Muscle Growth - Build Muscle Mass Without Pain
Building muscles is an amazing way to achieve health and strength. Muscle building is now being advised as a part of rehabilitation to get the body in healthy condition. But there are also people who complain that their muscle building exercises cause them pain. Many people cite the fear of injury as a number one reason for not weight training. So, on the one hand we have rehabilitation patients advised by physicians and physiotherapists to weight train and on the other complaints of pain during workouts. What's the deal?
The deal is that the people who complain of pain are making some serious violations of the basics. Muscle building is serious work; you can't approach it with an irresponsible air. To avoid pain or injury you have to take care of the following;
1. Proper Warm Up: warm exercises for 10-15 minutes before beginning to exercise are crucial for a healthy, safe and efficient workout. Just like you can't kick start a car from cold, you can't kick start a human body either. Warm ups ready your body for the workout ahead, they stretch your muscles and get the blood circulation running. Failing to warm up before a workout, no matter what kind, will DEFINATLY lead to muscle spasms and may even cause severe muscle injury.
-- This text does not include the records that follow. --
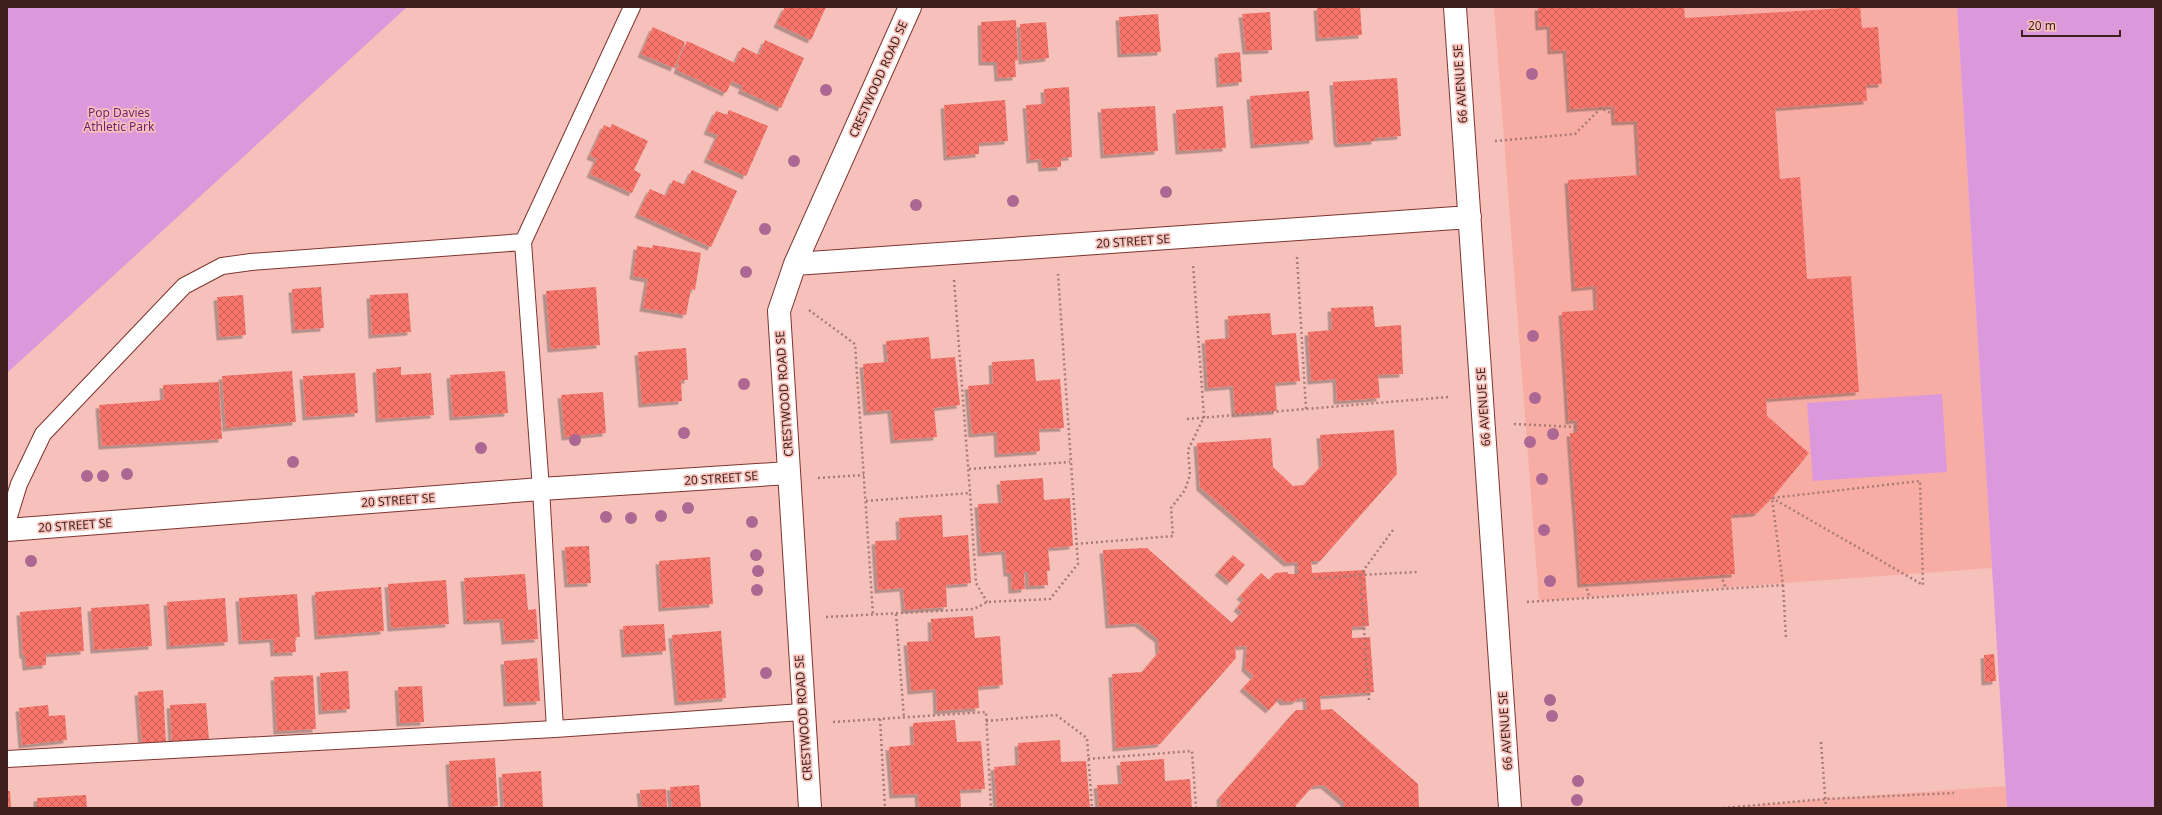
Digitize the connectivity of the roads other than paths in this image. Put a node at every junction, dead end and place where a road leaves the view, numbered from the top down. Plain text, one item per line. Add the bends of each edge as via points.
1 (632, 7) edge
2 (910, 7) edge
3 (1455, 7) edge
4 (1470, 217) junction
5 (523, 242) junction
6 (795, 264) junction
7 (789, 473) junction
8 (541, 489) junction
9 (7, 523) edge
10 (7, 530) edge
11 (802, 712) junction
12 (556, 729) junction
13 (7, 759) edge
14 (810, 808) edge
15 (1510, 808) edge

1 - 5 lane
2 - 6 street, CRESTWOOD ROAD SE
3 - 4 street, 66 AVENUE SE
4 - 6 street, 20 STREET SE
4 - 15 street, 66 AVENUE SE
5 - 8 lane
5 - 9 lane via 251,262 222,266 184,286 43,434 20,484
6 - 7 street, CRESTWOOD ROAD SE via 779,311
7 - 8 street, 20 STREET SE
7 - 11 street, CRESTWOOD ROAD SE
8 - 10 street, 20 STREET SE
8 - 12 lane
11 - 12 lane
11 - 14 street, CRESTWOOD ROAD SE
12 - 13 lane

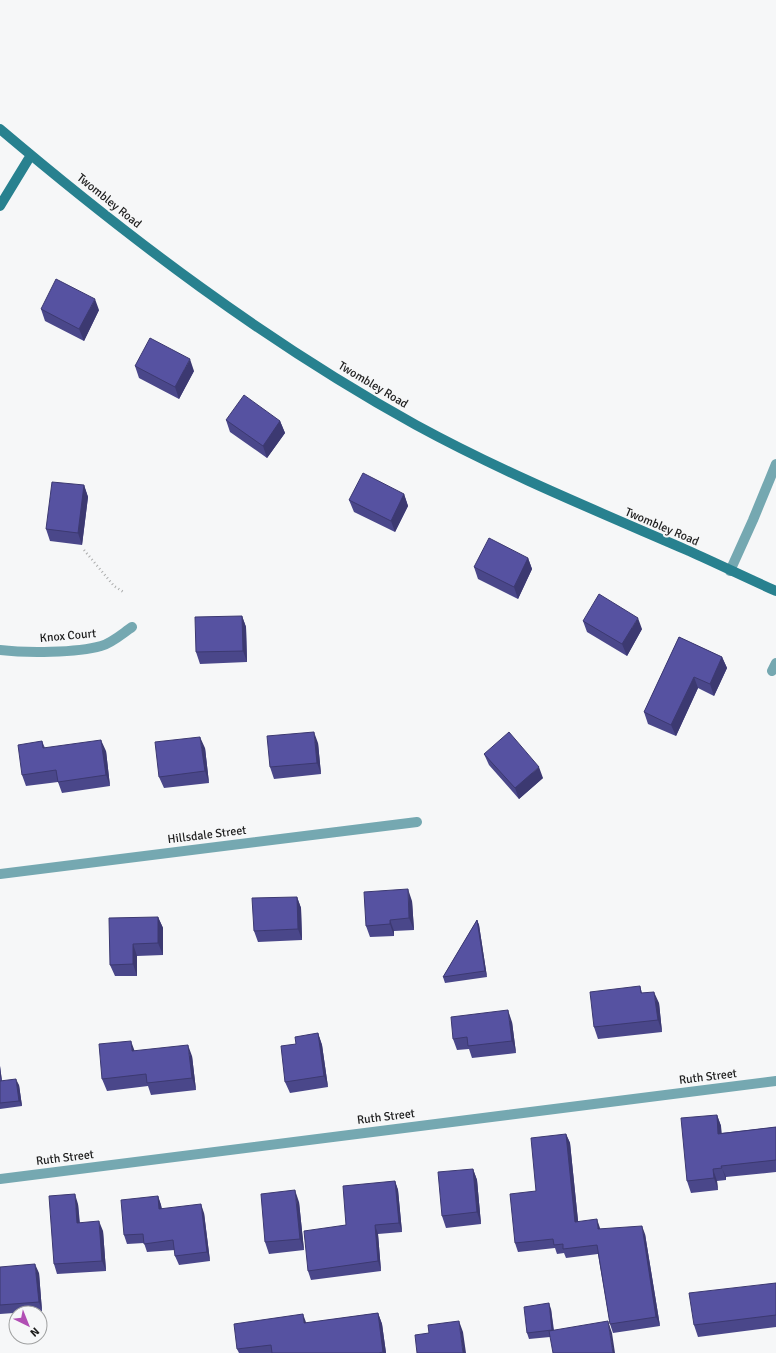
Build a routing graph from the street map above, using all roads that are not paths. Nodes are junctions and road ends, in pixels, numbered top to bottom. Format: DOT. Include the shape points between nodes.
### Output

2. Warm up sets: every muscle building exercise has a slightly lighter warm up set that precede the actual workout sets. Performing these sets with the lighter weights and the necessary reps is important if you are to get the most out of your workout.
3. Proper form: a common mistake that weight trainers make is giving into their ego and trying to lift the greatest weight without taking care of form. Granted that lifting the maximum possible weight is the core principle of weigh training, but maintaining proper form is a partner principle. If you sacrifice your form for greater weights, your body will pay the price. Not only will you have muscle pain, but your workout will result in uneven muscle gains and possible deformations of shape.
4. Water: the abundance of water within the body of a weigh trainer is as critical to his or her success as fertilizer is to a crop. The human body is 75% and blood is 90% water. If you're not properly hydrated while you workout, your body will not have good circulation, your muscles will lose their flexibility and the excess perspiration will cause muscle pain and muscle damage. On the whole you should drink at least 1.5 liters of water a day and even more if the weather is hotter than usual. Take 2 glasses of water 10 minutes before you start your warm up exercises.
5. Rest and Sleep: weight training causes the muscles to wear out and get exhausted. You will recall feeling a burning sensation that is the mark of a good workout. After this, your muscles feel sore. Going back to the gym, before this soreness goes away means that you've not given your body, muscles, the time they needed to recuperate. Get 8-10 hours of sleep a day and a day's rest between workouts.